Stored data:
··········
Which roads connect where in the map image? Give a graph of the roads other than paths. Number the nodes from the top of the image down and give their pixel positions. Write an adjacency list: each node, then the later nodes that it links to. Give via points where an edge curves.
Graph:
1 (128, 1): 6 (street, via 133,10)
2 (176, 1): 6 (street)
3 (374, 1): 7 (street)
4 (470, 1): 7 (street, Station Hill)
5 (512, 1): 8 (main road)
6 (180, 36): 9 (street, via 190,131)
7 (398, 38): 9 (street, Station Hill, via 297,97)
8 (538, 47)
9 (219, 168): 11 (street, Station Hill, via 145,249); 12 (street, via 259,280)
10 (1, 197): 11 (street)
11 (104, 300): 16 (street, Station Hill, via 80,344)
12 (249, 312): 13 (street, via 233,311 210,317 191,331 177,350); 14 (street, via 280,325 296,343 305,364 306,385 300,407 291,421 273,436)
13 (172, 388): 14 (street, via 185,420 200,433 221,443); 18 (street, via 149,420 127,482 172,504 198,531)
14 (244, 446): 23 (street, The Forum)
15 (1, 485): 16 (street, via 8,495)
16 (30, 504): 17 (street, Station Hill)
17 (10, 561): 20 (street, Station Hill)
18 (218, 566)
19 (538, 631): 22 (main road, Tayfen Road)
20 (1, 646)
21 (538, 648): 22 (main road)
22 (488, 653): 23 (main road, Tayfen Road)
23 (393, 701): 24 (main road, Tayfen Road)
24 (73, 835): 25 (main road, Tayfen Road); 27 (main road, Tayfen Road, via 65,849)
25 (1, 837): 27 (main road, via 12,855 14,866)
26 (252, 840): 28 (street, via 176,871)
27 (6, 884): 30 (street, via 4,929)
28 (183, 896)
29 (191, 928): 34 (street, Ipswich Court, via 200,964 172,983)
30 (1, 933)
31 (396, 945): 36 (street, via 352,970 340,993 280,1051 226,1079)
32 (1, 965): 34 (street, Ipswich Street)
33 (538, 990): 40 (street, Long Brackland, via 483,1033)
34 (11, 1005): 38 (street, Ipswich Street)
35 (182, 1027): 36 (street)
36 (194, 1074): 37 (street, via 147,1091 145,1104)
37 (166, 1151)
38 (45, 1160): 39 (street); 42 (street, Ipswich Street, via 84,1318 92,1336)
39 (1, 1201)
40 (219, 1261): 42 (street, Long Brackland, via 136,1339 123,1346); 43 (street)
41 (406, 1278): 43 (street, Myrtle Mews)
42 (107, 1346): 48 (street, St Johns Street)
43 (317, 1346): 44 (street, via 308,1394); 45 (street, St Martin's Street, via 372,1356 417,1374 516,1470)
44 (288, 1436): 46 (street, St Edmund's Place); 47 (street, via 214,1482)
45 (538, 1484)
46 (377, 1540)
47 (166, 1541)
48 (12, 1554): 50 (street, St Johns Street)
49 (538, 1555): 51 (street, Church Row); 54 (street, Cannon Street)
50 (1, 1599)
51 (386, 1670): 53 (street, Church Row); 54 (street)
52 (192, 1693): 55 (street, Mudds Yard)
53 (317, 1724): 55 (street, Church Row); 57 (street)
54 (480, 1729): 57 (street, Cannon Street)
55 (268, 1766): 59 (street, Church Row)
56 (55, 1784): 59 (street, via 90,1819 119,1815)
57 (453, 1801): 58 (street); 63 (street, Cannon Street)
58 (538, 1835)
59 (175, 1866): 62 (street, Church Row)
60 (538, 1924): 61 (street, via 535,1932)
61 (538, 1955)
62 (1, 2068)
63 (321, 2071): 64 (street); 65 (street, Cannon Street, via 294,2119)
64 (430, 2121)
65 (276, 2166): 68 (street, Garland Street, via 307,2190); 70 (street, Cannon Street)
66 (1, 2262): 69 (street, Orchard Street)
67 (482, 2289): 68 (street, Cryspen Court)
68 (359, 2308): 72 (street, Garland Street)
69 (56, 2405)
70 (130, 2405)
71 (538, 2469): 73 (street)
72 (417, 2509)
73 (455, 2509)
··········
TASK = In the data above, find each line where the string "Church" appears, then copy it.

SOLUTION =
49 (538, 1555): 51 (street, Church Row); 54 (street, Cannon Street)
51 (386, 1670): 53 (street, Church Row); 54 (street)
53 (317, 1724): 55 (street, Church Row); 57 (street)
55 (268, 1766): 59 (street, Church Row)
59 (175, 1866): 62 (street, Church Row)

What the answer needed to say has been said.